WHAT YOU NEED TO DO: With the images removed, repeat the data below exactly.

(Records from a dataset)

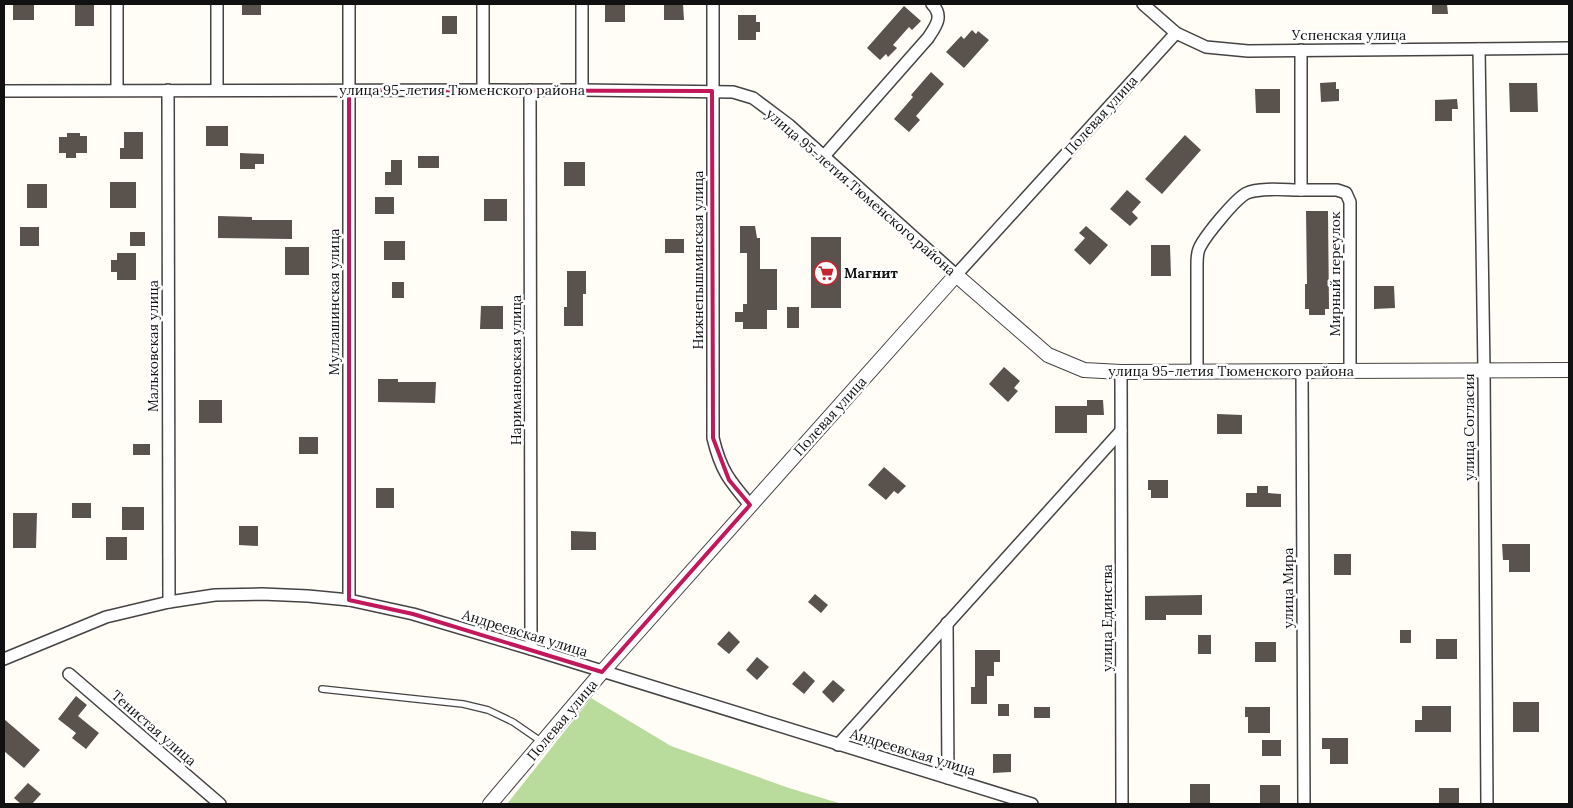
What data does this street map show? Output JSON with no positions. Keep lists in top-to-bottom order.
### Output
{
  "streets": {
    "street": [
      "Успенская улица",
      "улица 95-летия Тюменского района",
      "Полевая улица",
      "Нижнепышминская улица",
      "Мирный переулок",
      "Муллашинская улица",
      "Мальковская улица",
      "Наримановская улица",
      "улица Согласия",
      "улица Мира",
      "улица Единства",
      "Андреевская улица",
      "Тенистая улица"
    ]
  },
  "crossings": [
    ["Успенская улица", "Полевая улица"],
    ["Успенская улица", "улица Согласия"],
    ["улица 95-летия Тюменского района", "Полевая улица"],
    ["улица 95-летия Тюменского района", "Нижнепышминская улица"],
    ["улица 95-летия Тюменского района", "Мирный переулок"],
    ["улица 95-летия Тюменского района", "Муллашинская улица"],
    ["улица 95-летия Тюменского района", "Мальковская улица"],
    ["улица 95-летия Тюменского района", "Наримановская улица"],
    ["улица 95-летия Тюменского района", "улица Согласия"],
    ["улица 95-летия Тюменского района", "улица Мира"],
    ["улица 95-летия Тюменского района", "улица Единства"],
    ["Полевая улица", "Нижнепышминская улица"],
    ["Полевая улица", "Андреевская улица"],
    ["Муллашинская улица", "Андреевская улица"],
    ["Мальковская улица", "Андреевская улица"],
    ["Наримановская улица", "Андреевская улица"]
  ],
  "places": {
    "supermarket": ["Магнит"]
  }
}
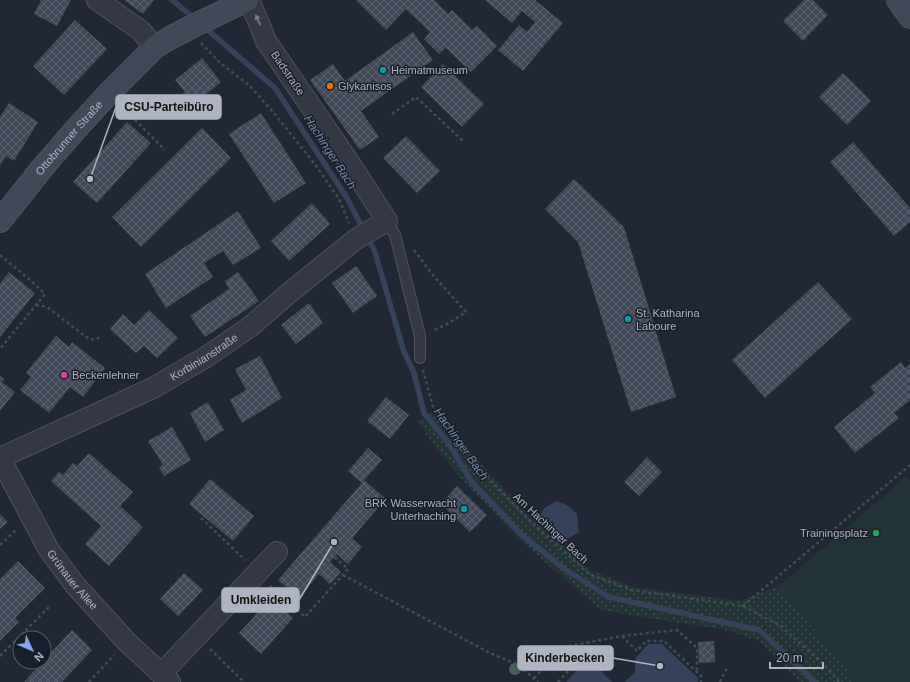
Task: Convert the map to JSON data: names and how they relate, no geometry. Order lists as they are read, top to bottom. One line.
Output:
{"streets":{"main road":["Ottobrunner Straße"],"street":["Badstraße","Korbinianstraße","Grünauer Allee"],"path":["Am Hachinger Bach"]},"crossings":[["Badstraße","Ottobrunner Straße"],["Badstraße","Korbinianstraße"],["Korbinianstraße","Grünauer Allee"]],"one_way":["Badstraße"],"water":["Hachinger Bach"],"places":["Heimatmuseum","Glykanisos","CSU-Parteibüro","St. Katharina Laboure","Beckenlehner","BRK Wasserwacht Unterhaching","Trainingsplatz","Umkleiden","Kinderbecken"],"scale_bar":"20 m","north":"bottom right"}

TASK ANSWER:
What data does this street map show? Output JSON with no positions. Keep lists in top-to-bottom order.
### Output
{
  "streets": {
    "street": [
      "Успенская улица",
      "улица 95-летия Тюменского района",
      "Полевая улица",
      "Нижнепышминская улица",
      "Мирный переулок",
      "Муллашинская улица",
      "Мальковская улица",
      "Наримановская улица",
      "улица Согласия",
      "улица Мира",
      "улица Единства",
      "Андреевская улица",
      "Тенистая улица"
    ]
  },
  "crossings": [
    ["Успенская улица", "Полевая улица"],
    ["Успенская улица", "улица Согласия"],
    ["улица 95-летия Тюменского района", "Полевая улица"],
    ["улица 95-летия Тюменского района", "Нижнепышминская улица"],
    ["улица 95-летия Тюменского района", "Мирный переулок"],
    ["улица 95-летия Тюменского района", "Муллашинская улица"],
    ["улица 95-летия Тюменского района", "Мальковская улица"],
    ["улица 95-летия Тюменского района", "Наримановская улица"],
    ["улица 95-летия Тюменского района", "улица Согласия"],
    ["улица 95-летия Тюменского района", "улица Мира"],
    ["улица 95-летия Тюменского района", "улица Единства"],
    ["Полевая улица", "Нижнепышминская улица"],
    ["Полевая улица", "Андреевская улица"],
    ["Муллашинская улица", "Андреевская улица"],
    ["Мальковская улица", "Андреевская улица"],
    ["Наримановская улица", "Андреевская улица"]
  ],
  "places": {
    "supermarket": ["Магнит"]
  }
}
Task: Convert the map to JSON data: names and how they relate, no geometry. Order lists as they are read, top to bottom. One line.
Output:
{"streets":{"main road":["Ottobrunner Straße"],"street":["Badstraße","Korbinianstraße","Grünauer Allee"],"path":["Am Hachinger Bach"]},"crossings":[["Badstraße","Ottobrunner Straße"],["Badstraße","Korbinianstraße"],["Korbinianstraße","Grünauer Allee"]],"one_way":["Badstraße"],"water":["Hachinger Bach"],"places":["Heimatmuseum","Glykanisos","CSU-Parteibüro","St. Katharina Laboure","Beckenlehner","BRK Wasserwacht Unterhaching","Trainingsplatz","Umkleiden","Kinderbecken"],"scale_bar":"20 m","north":"bottom right"}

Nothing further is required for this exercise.